Analytics

Saturday, April 6, 2013

Miscellany: 4/06/13

Quote of the Day
It is not the mountain we conquer
but ourselves.
Edmund Hillary

A Former MIS Professor Gets This

From Stansberry Radio:
James Altucher: Let me tell you a very quick story. So, my first job out of graduate school was doing computer programming at HBO, the television channel, so I went to undergrad for computer programming. I went to grad school for computer science. I get to the job and the first thing they had to do... they had to send me to a class for remedial programming because I had absolutely no skills, [laughter] but I had $70,000.00 in debt... .
NAS and the Bowdoin Project

Familiar readers may recall my last segment on NAS, as they discuss how the history requirement at one of my alma maters, the University of Texas (Austin), had become a casualty of identity politics. (Somehow real history, as well as other academic areas, has been "fixed" in misguided attempts to build the self-esteem of those in politically protected special-interest groups--race, ethnicity, gender, religion, sexual orientation, disabled, etc.)

HT to Linda Chavez whose latest column references the Bowdoin College project. Bowdoin, based in Brunswick, ME, is one of the oldest, most prestigious private liberal arts colleges in the US, boasting among its graduates Longfellow, Hawthorne and President Pierce. A recent quote is that it costs $56K a year to attend Bowdoin. (Bowdoin is richly endowed and claims that in-need students are provided grants, not loans.)

Let me quote from Toscano and Wood's abstract/overview:
Before 1969, [Bowdoin] was a college with strong intellectual traditions, a core curriculum, and a commitment to Western Civilization. But after 1969, it abolished all general education requirements and turned from what it called “collegiate” education to what its president at the time called “liberating” education. Out went the old standards and in came a new focus on race, class, gender, and the environment. Out went the old style of scholarly generalists as teachers and in came the new style of research specialists as faculty members. The new Bowdoin dedicated itself to the achievement of social justice and to reshaping America in the image of progressive politics. Bowdoin today is the direct heir of these major shifts. Bowdoin claims that these changes have transformed the college into an educational experience which is far superior to its older model. 
On a side note: the Catholic Church tried to reinvent itself through Vatican II with top-down, pushing-on-a-string liturgical and other reforms, as if accommodating the culture was an unquestioned priority without unintended consequences. This wasn't a case of New Coke being added as another brand like P&G has a new laundry detergent; rather, New Coke replaced Coke Classic (based on limited testing that showed a slight preference for the new version). After a backlash they brought old Coke back as "classic" where the traditional formula trounced new Coke in sales. New Coke was eventually phased out (see here for a retrospective). Even though I was young at the time of the transition of the liturgy of the Mass, I preferred the Old Mass; it bothered me I didn't have a choice. I was told they were in effect afraid people would stick with  Old Mass; sooner or later, the people would accept New Mass. There are times I like stripped-down, intimate New Mass--say, on retreats or family gatherings. But I love the aesthetics of old Mass, sung liturgies, incense, votive candles, the smell of holy water. I felt connections to other Catholics around the world and through centuries celebrating the same Latin liturgy. In wasn't just the liturgy; there seemed to be less emphasis on spirituality, discipline, repentance, and morals and more on humanistic priorities. But here's the point: today's magnificent European cathedrals are all but empty, and only about 40-50% of American Catholics attend Mass regularly, about half the rate of 60 years ago. (Don't get me wrong; there are things about Vatican II I liked, particularly from an ecumenical perspective.)
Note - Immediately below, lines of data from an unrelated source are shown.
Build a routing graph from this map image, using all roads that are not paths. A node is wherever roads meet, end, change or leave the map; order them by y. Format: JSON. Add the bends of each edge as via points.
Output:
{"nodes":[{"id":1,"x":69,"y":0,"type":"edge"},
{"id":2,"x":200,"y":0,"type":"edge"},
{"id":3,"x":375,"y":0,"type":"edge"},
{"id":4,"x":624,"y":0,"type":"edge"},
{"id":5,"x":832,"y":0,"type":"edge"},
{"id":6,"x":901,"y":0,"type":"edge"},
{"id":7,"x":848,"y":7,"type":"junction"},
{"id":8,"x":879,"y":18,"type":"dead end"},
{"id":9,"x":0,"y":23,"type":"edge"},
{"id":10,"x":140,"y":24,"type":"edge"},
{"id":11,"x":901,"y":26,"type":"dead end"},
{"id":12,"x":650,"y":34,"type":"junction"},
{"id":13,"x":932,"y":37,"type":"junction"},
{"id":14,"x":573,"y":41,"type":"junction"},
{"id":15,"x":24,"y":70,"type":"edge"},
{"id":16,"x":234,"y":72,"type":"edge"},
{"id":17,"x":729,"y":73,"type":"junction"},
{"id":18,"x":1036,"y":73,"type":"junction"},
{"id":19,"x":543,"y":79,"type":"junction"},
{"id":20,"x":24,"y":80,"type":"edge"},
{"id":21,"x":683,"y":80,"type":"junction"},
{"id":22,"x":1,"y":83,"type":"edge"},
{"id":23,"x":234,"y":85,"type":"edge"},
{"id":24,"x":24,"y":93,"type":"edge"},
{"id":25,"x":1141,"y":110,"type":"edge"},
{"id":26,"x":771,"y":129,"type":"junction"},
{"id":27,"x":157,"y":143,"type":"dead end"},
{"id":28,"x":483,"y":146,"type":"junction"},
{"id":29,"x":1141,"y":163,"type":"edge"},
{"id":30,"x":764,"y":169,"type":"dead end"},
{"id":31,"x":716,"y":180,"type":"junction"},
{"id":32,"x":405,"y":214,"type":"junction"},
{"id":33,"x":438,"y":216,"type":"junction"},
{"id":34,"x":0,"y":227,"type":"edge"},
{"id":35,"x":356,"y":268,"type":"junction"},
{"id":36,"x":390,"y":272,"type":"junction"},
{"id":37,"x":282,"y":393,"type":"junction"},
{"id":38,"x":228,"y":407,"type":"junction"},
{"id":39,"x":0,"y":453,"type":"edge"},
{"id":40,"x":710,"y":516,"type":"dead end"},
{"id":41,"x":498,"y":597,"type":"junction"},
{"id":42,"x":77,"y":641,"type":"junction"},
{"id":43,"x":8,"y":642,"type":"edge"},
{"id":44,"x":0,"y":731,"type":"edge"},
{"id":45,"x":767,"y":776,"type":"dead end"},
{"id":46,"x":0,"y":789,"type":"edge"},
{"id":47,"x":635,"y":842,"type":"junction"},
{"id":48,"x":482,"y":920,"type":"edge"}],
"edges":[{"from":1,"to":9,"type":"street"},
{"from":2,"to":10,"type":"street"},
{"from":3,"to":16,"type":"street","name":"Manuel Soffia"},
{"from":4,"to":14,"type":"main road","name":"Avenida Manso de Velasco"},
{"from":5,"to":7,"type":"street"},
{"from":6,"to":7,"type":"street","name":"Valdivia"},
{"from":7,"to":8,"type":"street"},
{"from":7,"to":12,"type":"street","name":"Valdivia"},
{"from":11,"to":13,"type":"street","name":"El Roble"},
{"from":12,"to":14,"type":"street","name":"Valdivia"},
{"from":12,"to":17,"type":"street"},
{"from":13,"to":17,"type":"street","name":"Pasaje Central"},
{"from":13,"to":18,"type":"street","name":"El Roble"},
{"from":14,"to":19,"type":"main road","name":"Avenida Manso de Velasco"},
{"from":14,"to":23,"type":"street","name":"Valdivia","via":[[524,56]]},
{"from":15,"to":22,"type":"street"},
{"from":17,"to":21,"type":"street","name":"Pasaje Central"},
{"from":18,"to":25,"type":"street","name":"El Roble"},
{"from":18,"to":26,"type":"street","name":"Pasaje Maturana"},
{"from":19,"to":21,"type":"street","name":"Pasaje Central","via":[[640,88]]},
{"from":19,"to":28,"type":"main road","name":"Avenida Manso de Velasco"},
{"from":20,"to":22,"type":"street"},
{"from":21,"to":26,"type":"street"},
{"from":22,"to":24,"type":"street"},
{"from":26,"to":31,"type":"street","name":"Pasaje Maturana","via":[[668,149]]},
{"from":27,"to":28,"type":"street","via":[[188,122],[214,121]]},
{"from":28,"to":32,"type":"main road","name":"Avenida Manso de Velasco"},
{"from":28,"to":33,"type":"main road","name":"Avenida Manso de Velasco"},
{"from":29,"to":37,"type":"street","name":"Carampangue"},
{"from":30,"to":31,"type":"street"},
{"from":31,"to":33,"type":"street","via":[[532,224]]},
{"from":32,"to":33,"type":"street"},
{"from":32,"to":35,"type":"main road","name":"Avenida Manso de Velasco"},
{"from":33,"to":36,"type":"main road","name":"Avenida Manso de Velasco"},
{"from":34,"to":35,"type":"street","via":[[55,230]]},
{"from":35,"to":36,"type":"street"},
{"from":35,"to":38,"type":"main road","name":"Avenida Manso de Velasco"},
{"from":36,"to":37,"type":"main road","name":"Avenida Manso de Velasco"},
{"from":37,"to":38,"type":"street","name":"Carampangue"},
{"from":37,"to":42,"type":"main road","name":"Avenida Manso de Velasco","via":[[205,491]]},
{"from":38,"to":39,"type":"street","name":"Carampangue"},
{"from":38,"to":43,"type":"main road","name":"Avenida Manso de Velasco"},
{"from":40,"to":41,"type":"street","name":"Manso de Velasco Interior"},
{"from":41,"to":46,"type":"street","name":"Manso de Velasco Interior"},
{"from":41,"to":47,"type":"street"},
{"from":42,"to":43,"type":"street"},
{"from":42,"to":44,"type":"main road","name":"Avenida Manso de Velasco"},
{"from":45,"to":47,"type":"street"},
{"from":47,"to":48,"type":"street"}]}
The preliminary report is available here. I excerpt the following to give a representative feel for the report. It is not surprising to me that the educators and administrators vested in the post-1969 era would be dismissive of the traditional, i.e., collegiate curriculum. The "liberating"  curriculum is more of a fragmented, self-directed approach. Professors are less generalist/interdisciplinary and more specialist. Dubious courses abound; past offerings of first-year seminars (p.93, 2011-12)  include: ghosts; modern western prostitutes; sexual life of colonialism; and queer gardens. Courses and policies reflect a progressive perspective; for example, it is possible to be a history major without taking an American history course, but majors have to take courses beyond the western democracies. Capstone courses have all but disappeared. Lower grades are the exception. Work requirements outside the class are limited.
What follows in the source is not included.